■ What you should do: Copy out all of the records. Keep every word exact.

■ Records for the task:

/---

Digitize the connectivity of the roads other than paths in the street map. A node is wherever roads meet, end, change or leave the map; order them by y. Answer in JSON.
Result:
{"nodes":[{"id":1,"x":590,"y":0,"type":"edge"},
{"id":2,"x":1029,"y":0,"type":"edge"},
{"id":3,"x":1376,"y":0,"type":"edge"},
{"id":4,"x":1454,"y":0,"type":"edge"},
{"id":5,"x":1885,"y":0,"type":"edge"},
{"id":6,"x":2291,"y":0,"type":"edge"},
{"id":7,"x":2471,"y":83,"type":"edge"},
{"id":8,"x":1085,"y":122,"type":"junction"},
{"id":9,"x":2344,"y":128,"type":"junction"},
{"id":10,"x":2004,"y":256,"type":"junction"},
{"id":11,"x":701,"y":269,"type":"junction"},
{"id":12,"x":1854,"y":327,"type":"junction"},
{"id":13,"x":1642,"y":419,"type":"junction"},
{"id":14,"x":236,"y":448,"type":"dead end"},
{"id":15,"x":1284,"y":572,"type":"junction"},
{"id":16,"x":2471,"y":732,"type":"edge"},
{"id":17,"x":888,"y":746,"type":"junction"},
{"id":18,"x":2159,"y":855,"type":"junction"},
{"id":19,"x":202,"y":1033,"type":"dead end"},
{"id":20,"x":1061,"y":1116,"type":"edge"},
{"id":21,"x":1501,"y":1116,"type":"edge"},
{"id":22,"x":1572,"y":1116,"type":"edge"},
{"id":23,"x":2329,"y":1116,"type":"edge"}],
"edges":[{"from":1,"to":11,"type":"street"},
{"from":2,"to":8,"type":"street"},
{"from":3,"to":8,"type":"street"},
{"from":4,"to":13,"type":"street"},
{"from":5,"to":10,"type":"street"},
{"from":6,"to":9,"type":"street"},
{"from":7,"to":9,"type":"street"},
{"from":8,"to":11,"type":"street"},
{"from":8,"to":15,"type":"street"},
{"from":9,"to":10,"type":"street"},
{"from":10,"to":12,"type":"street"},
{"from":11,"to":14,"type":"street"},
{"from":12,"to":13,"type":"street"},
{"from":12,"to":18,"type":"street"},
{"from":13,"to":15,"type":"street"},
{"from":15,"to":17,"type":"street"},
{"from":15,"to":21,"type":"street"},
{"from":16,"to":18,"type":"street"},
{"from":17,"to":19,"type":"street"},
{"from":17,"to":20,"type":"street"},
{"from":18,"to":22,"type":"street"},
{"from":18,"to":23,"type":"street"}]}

\---

■ Exercise answer:
Digitize the connectivity of the roads other than paths in the street map. A node is wherever roads meet, end, change or leave the map; order them by y. Answer in JSON.
Result:
{"nodes":[{"id":1,"x":590,"y":0,"type":"edge"},
{"id":2,"x":1029,"y":0,"type":"edge"},
{"id":3,"x":1376,"y":0,"type":"edge"},
{"id":4,"x":1454,"y":0,"type":"edge"},
{"id":5,"x":1885,"y":0,"type":"edge"},
{"id":6,"x":2291,"y":0,"type":"edge"},
{"id":7,"x":2471,"y":83,"type":"edge"},
{"id":8,"x":1085,"y":122,"type":"junction"},
{"id":9,"x":2344,"y":128,"type":"junction"},
{"id":10,"x":2004,"y":256,"type":"junction"},
{"id":11,"x":701,"y":269,"type":"junction"},
{"id":12,"x":1854,"y":327,"type":"junction"},
{"id":13,"x":1642,"y":419,"type":"junction"},
{"id":14,"x":236,"y":448,"type":"dead end"},
{"id":15,"x":1284,"y":572,"type":"junction"},
{"id":16,"x":2471,"y":732,"type":"edge"},
{"id":17,"x":888,"y":746,"type":"junction"},
{"id":18,"x":2159,"y":855,"type":"junction"},
{"id":19,"x":202,"y":1033,"type":"dead end"},
{"id":20,"x":1061,"y":1116,"type":"edge"},
{"id":21,"x":1501,"y":1116,"type":"edge"},
{"id":22,"x":1572,"y":1116,"type":"edge"},
{"id":23,"x":2329,"y":1116,"type":"edge"}],
"edges":[{"from":1,"to":11,"type":"street"},
{"from":2,"to":8,"type":"street"},
{"from":3,"to":8,"type":"street"},
{"from":4,"to":13,"type":"street"},
{"from":5,"to":10,"type":"street"},
{"from":6,"to":9,"type":"street"},
{"from":7,"to":9,"type":"street"},
{"from":8,"to":11,"type":"street"},
{"from":8,"to":15,"type":"street"},
{"from":9,"to":10,"type":"street"},
{"from":10,"to":12,"type":"street"},
{"from":11,"to":14,"type":"street"},
{"from":12,"to":13,"type":"street"},
{"from":12,"to":18,"type":"street"},
{"from":13,"to":15,"type":"street"},
{"from":15,"to":17,"type":"street"},
{"from":15,"to":21,"type":"street"},
{"from":16,"to":18,"type":"street"},
{"from":17,"to":19,"type":"street"},
{"from":17,"to":20,"type":"street"},
{"from":18,"to":22,"type":"street"},
{"from":18,"to":23,"type":"street"}]}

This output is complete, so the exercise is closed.